1. Dünya Savaşı’nın mağlubu Almanya, barış antlaşmalarının ağır şartları altında zor durumda idi ve galip devletlerin yaptırımları karşı çıkış yolu bulamıyordu. Her alanda aşağılanma ve çöküş devam ederken halkın içine düştüğü bunalımı fırsat bilen “Alman Halkının bu yapılanları hak etmediği” savı ile partisini iktidara taşıyan Nazi Partisi lideri Adolf Hitler önce Almanların moralini yükseltmekle işe başladı.
Kurduğu propaganda bakanlığının başına getirdiği Dr. Paul Joseph Goebbels, bütün gücünü bunalımdaki Almanların “En üstün ırk olduğu ve dünyaya diğer ırkları yönetmek için gönderildiği ” temasına bağlamış ve bu propaganda etkili olmuştur.

Almanlar; Avusturyalı bir sıhhiye onbaşısının nutuklarındaki hezeyanlarla kendinden geçmiştir. Sonunda tamamen boş hayallerin peşinden ülkeyi yıkıma sürüklemişlerdir.

Milyonlarca Alman, yıllardır yan yana yaşadığı komşusu, bakkalı, manavı, berberi ve arkadaşı olan Yahudilerin evleri, dükkânları SS’ler tarafından yakılıp, yıkılırken, kendileri ölesiye dövülürken ses çıkarmamış, savaş başlayınca alıp meçhul yerlere götürülürlerken de seyirci kalmıştır. Hatta bizzat kendisi ihbar etmiştir.

Alman ulusunun çoğunluğu histerik bir biçimde Führer’lerini çılgınca desteklerken, onun yolunda bin yıllık Alman İmparatorluğunu yeniden kurmak için cephelere giderken, devletin çok basit ama etkin usullerle gerçekleştirdiği propagandasına inanmıştır.

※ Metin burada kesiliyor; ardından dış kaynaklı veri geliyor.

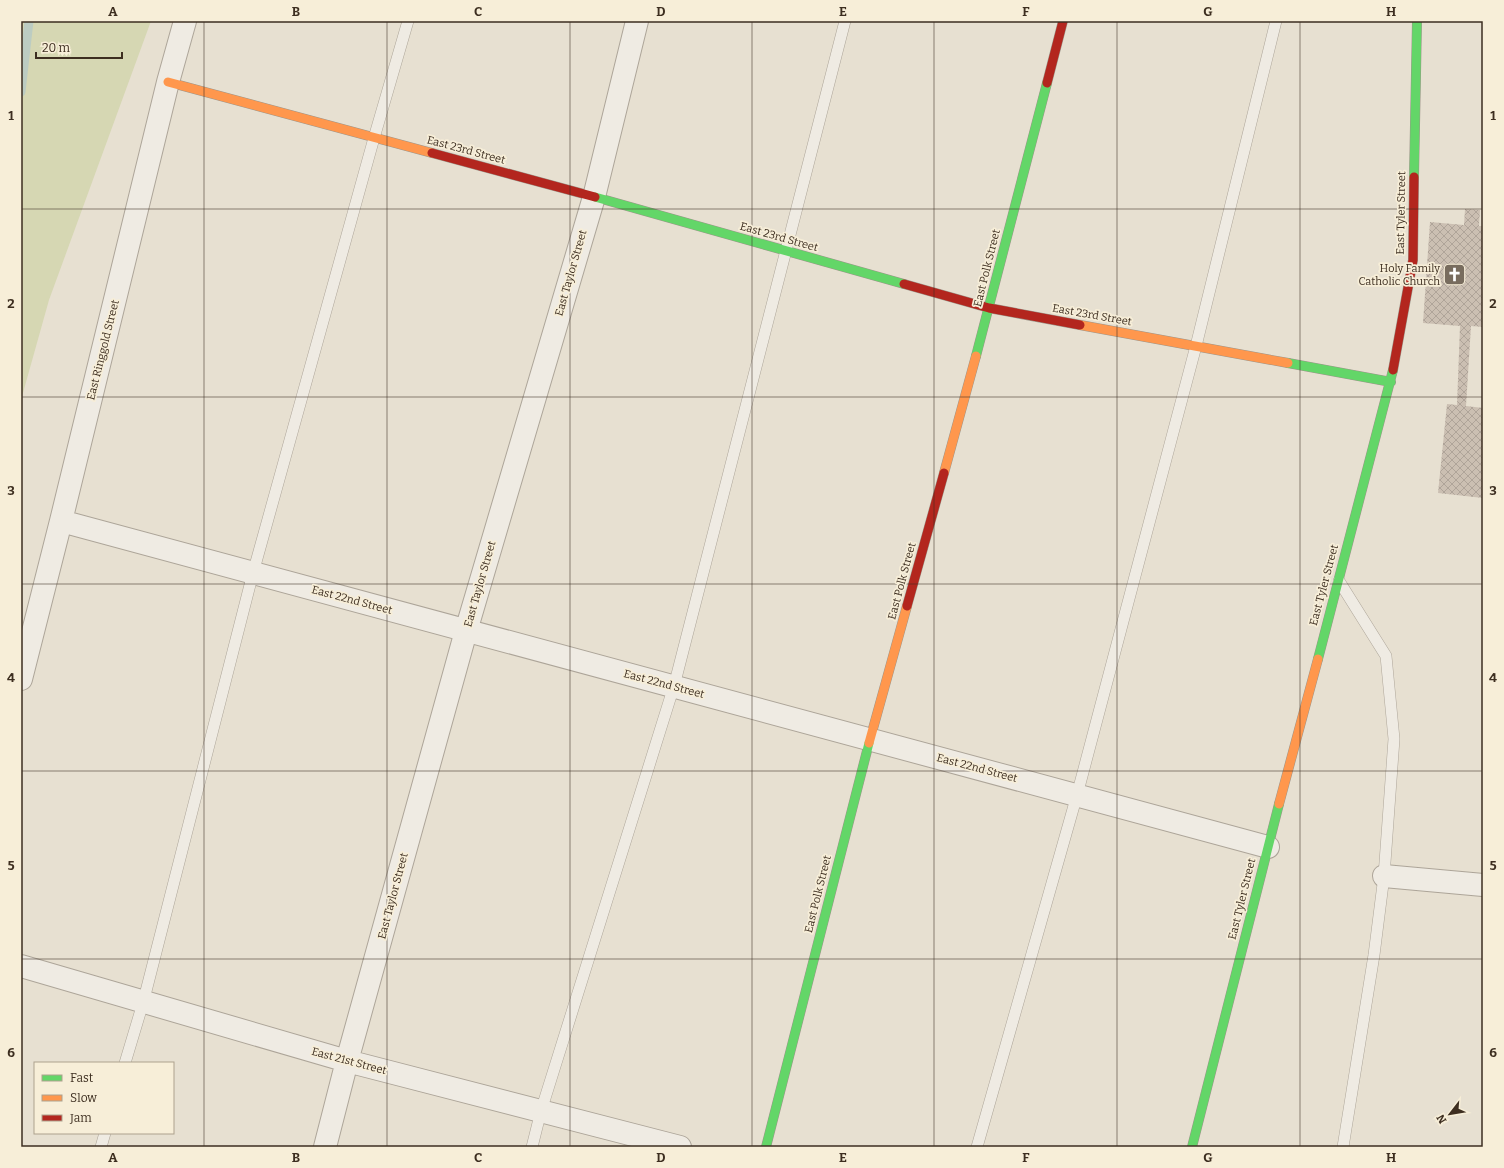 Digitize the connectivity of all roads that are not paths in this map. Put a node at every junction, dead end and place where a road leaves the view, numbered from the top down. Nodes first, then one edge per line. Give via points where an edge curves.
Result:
1 (184, 21) edge
2 (408, 21) edge
3 (637, 21) edge
4 (845, 21) edge
5 (1063, 21) edge
6 (1276, 21) edge
7 (1417, 21) edge
8 (168, 82) junction
9 (374, 138) junction
10 (594, 197) junction
11 (786, 251) junction
12 (989, 308) junction
13 (1196, 346) junction
14 (1391, 382) junction
15 (61, 521) junction
16 (253, 573) junction
17 (1338, 579) junction
18 (466, 631) junction
19 (21, 679) edge
20 (674, 686) junction
21 (870, 740) junction
22 (1077, 795) junction
23 (1268, 847) junction
24 (1384, 876) junction
25 (1483, 885) edge
26 (21, 966) edge
27 (142, 1003) junction
28 (347, 1061) junction
29 (125, 1062) edge
30 (541, 1111) junction
31 (105, 1134) edge
32 (101, 1147) edge
33 (325, 1147) edge
34 (532, 1147) edge
35 (680, 1147) edge
36 (766, 1147) edge
37 (977, 1147) edge
38 (1192, 1147) edge
39 (1343, 1147) edge

1 - 8 street, East Ringgold Street
2 - 9 lane
3 - 10 street, East Taylor Street
4 - 11 lane
5 - 12 street, East Polk Street
6 - 13 lane
7 - 14 street, East Tyler Street via 1412,260
8 - 9 street, East 23rd Street
8 - 15 street, East Ringgold Street
9 - 10 street, East 23rd Street
9 - 16 lane
10 - 11 street, East 23rd Street
10 - 18 street, East Taylor Street
11 - 12 street, East 23rd Street
11 - 20 lane
12 - 13 street, East 23rd Street
12 - 21 street, East Polk Street
13 - 14 street, East 23rd Street
13 - 22 lane
14 - 17 street, East Tyler Street
15 - 16 street, East 22nd Street
15 - 19 street, East Ringgold Street
16 - 18 street, East 22nd Street
16 - 27 lane
17 - 23 street, East Tyler Street
17 - 24 lane via 1386,656 1394,739
18 - 20 street, East 22nd Street
18 - 28 street, East Taylor Street
20 - 21 street, East 22nd Street
20 - 30 lane
21 - 22 street, East 22nd Street
21 - 36 street, East Polk Street
22 - 23 street, East 22nd Street
22 - 37 lane
23 - 38 street, East Tyler Street
24 - 25 street
24 - 39 lane
26 - 27 street, East 21st Street
27 - 28 street, East 21st Street
27 - 29 lane
28 - 30 street, East 21st Street
28 - 33 street, East Taylor Street
30 - 34 lane
30 - 35 street, East 21st Street
31 - 32 lane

Aslında Nazilerin propaganda temaları; çok iyi seçilmiş ve sıradan halkın anlayabileceği bir dilde vurgulanan seçilmiş bir kaç konuyla sınırlıydı.. Führer’in göklere çıkartılıp dâhiliğinin vurgulanması, düşmanları olan komünistlerin ve Yahudilerin daima karalanması, anti-komünizmin ve anti-semitizmin hep diri tutulması, Alman ulusunun önünde bu iki kötülüğün sürekli gösterilmesi ısrarla tekrarlanan, zihinlere mıhlanan temalardı.
Nazi Almanya’sı işgâl ettiği ülkelerde de ayni tarz ve şiddette propagandaya önem verdi. İşgâl edilen tüm ülkelerde o ülkelerin iş çevrelerinden, polisten, bürokrasiden, basından, organize suç örgütlerinden işbirlikçiler bulundu veya parayla satın alındı.

Nazi Propaganda Bakanı Goebbels’e göre; Yahudiler milliyetsiz idiler. Dünyanın her yanında fesat yayıyorlardı ve halkları kamplara bölüyorlardı.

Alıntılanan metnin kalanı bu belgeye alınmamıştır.